ALİ MAHİR BAŞARIR (Mersin) - Bakın, basın özgürlüğünde Türkiye 99'uncu sıradaydı, şu anda 180 ülke arasında 165'inci sırada, bunu yapan sizsiniz.
Şimdi bakıyoruz, adaleti, hukuku yerle bir ettiniz. Hukukun Üstünlüğü Endeksi'nde 142 ülke arasında 117'nci sıradayız. "Bugün teğmenler ceza alamaz." diyen Antalya savcısı açığa alınıyor.
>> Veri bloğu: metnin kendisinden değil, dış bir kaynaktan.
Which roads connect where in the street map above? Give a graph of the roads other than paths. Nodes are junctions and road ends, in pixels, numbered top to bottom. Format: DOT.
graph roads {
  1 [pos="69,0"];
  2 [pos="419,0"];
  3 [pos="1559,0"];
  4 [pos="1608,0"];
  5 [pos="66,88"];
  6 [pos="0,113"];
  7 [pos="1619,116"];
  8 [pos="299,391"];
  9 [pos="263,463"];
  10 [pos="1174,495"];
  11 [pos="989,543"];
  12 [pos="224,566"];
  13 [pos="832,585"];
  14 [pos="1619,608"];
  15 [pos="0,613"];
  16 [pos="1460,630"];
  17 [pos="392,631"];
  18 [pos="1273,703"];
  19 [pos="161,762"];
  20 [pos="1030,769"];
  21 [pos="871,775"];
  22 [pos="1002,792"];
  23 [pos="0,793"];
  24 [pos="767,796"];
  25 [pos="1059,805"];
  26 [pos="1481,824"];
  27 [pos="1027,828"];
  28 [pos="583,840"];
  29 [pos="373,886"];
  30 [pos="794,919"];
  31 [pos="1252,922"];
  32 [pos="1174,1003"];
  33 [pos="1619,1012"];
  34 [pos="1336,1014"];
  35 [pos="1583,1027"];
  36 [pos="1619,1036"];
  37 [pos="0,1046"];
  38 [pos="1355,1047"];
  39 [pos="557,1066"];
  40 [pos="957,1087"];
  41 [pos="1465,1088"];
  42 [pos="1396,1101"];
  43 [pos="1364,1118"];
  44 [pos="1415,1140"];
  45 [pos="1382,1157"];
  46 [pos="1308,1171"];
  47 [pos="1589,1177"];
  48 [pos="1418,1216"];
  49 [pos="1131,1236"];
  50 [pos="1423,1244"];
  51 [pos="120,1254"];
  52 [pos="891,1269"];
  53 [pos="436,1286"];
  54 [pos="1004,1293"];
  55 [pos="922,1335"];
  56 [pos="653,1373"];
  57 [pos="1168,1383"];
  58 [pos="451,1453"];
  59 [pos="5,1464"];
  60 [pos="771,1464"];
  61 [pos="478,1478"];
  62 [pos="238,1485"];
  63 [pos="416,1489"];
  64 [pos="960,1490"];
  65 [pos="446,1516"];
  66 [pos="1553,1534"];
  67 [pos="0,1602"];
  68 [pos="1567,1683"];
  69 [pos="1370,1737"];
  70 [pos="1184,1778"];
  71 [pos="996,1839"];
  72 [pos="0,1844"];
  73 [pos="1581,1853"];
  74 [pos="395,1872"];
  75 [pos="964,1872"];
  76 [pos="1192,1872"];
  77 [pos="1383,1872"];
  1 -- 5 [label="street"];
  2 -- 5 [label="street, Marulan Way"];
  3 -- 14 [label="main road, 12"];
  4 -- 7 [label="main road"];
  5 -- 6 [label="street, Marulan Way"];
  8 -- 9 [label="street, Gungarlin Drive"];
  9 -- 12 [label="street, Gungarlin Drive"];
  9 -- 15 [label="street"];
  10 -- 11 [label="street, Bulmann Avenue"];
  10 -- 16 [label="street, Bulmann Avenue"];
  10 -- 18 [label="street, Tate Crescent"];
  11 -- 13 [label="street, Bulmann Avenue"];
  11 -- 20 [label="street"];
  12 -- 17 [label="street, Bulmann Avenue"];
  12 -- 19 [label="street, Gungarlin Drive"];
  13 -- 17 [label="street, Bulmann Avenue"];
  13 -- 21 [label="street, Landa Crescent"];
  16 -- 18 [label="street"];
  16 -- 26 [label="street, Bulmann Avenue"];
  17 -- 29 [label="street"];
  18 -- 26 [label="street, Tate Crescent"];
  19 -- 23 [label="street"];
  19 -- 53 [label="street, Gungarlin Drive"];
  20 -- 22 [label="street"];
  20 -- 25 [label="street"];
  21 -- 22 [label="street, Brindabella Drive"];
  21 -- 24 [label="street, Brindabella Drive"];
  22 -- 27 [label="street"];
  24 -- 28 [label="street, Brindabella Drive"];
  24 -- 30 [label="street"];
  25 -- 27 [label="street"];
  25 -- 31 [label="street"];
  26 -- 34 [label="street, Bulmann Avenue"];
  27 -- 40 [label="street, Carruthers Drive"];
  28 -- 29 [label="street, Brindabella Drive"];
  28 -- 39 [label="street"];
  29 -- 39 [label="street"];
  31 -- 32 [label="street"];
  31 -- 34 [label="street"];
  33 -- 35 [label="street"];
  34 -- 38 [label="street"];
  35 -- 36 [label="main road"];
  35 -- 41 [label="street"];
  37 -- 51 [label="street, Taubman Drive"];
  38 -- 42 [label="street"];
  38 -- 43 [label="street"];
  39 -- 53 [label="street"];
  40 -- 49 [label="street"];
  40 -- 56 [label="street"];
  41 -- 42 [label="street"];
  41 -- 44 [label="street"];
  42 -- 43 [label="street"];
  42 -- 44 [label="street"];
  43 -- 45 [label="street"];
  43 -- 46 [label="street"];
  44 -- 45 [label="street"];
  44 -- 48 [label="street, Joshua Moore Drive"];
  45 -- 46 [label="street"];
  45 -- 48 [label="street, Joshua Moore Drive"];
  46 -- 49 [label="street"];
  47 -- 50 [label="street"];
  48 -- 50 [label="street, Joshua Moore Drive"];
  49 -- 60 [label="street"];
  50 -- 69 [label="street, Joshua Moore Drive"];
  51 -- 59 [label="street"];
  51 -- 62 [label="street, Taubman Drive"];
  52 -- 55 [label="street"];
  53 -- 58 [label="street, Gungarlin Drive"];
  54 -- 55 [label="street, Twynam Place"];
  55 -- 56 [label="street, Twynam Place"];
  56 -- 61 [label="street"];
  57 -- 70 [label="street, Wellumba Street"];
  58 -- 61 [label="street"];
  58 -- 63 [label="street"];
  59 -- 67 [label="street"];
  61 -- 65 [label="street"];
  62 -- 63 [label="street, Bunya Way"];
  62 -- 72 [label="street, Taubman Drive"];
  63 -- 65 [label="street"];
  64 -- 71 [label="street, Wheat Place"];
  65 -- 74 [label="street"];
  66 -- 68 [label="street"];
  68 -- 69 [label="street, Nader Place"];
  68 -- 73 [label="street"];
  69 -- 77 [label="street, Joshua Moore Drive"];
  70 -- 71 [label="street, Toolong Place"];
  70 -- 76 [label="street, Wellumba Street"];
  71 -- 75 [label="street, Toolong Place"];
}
Ne hakla alıyorsun sen Adalet Bakanı! Bugün Esenyurt Belediye Başkanımızla görüşmek için milletvekilleri, Genel Başkanımız Adalet Bakanına dilekçe veriyor -siz de bu görevi yaptınız Sayın Başkan- Sayın Bakan "Adam gibi dilekçe verilseydi kabul ederdik." diyor. Bu ülkenin Adalet Bakanı ne zamandan beri adamlığa göre dilekçe alıyor? Böyle bir yönetmelik mi var? Böyle bir izahat mı var? Bu ülke böyle bir Adalet Bakanını hak ediyor mu?
(Mikrofon otomatik cihaz tarafından kapatıldı)
BAŞKAN - Sayın Başarır, lütfen tamamlayınız.
Son kez uzatıyorum.
ALİ MAHİR BAŞARIR (Mersin) - Adaletin geldiği noktaya bakın, adam gibi dilekçe olacakmış! Adam gibi karar ver sen de o zaman!
Geliyorum: Bakın, hazinenin 2002'de toplam borcu 243 milyar, bugün 8,8 trilyon. 1 dolar, 1 lira 63 kuruştu, bugün 35 lira. Bugün dış borç 512 milyar dolar olmuş, bu ülkeyi aldığınızda 130 milyar dolardı. Bu ülkeyi bu hâle getirdi beyefendi, "CHP, CHP, CHP, CHP!" ya, başka bildiğin bir şey yok mu? Artık uyanın; halk bunu kabul etmiyor, halk bu yalanları yemiyor, sizin yönettiğinizi biliyor. Biz mi sorumlusuyuz? Bakın, ben size rakamlarla bu ülkenin geldiği durumu söylüyorum.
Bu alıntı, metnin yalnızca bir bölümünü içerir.